コメディ・ライト小説 ※倉庫ログ
- Re: Tears...... ( No.208 )
- 日時: 2010/07/31 16:42
- 名前: 美純 ◆dWCUS.kIT. (ID: kQLROmjL)
010
「このゼリーおいしいですね!」
パクッとゼリーを口の中に入れる。さも美味そうに笑顔をこちらに向ける。
「そっちはオレンジだよな。こっちのグレープも美味いよ!」
好きなフルーツが違っていたので喧嘩にならずに済んだ。昔は大地と取り合いしてたよな……。さとは呆れて先に食べてたけど。
「グレープも美味しそうですね! 一口貰いまーす」
返事も聞かずにスプーン一杯すくったかと思うと、パクリと食べてしまった。
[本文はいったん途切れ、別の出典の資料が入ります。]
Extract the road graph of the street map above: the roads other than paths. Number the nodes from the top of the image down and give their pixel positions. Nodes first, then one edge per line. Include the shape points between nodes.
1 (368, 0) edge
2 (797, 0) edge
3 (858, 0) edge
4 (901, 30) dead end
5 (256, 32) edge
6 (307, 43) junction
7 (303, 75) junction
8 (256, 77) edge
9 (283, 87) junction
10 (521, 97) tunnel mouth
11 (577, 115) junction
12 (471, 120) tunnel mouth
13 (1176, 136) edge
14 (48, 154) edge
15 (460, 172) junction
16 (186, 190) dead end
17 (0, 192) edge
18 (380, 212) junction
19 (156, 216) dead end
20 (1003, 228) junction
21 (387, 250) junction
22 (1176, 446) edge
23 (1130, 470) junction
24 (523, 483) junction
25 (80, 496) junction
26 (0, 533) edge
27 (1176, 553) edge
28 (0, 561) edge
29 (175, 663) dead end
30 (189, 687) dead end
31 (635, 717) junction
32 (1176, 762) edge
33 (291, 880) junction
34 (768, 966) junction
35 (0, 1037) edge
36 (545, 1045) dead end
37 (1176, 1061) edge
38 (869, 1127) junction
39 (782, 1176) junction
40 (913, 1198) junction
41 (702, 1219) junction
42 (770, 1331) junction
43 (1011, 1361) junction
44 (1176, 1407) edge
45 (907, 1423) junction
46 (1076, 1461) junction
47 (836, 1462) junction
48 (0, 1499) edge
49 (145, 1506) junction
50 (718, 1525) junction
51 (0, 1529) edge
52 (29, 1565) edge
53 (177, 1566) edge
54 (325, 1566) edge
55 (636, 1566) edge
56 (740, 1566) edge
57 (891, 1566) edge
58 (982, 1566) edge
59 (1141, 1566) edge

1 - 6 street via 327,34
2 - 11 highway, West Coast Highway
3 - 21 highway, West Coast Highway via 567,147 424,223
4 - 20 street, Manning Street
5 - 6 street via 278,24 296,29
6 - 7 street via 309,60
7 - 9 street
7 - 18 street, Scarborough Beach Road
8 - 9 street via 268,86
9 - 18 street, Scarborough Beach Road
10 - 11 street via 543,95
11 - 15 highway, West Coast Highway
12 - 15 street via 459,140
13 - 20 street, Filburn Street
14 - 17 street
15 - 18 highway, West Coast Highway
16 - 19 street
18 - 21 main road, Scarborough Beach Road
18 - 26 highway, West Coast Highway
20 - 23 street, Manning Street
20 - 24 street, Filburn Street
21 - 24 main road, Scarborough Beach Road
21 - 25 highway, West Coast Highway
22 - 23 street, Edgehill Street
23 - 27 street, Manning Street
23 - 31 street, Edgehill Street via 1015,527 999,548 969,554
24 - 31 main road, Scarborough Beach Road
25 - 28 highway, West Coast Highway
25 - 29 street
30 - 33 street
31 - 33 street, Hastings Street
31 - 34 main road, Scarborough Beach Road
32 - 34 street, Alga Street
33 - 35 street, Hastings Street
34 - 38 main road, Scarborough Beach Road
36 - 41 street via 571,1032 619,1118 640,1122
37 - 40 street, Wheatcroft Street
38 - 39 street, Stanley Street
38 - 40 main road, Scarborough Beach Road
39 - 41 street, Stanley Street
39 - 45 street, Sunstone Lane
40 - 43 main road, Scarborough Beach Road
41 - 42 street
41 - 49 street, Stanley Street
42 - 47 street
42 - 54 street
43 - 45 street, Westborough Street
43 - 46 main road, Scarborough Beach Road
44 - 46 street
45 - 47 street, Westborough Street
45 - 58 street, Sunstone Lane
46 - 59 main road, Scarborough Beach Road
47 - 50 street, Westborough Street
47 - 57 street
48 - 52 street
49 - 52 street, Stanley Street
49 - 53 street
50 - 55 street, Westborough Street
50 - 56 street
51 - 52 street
ゼリーには丸くすくった跡が残っていた。
「ああ!! さと勝手に食べんなよ!」
ん? これって……関節キスとかいうやつか? はっと思って、ゼリーにつけていたスプーンを離した。そして、さとをちらっと見る。
「何ですか? あ、私のも食べます?」
……さとは特に気にしてなさそうだ。小さい事を気にしない俺は即座に忘れることにして、さとのゼリーに手を伸ばした。
さとの顔が少し赤くなっていたのは暑さのせいだということにした。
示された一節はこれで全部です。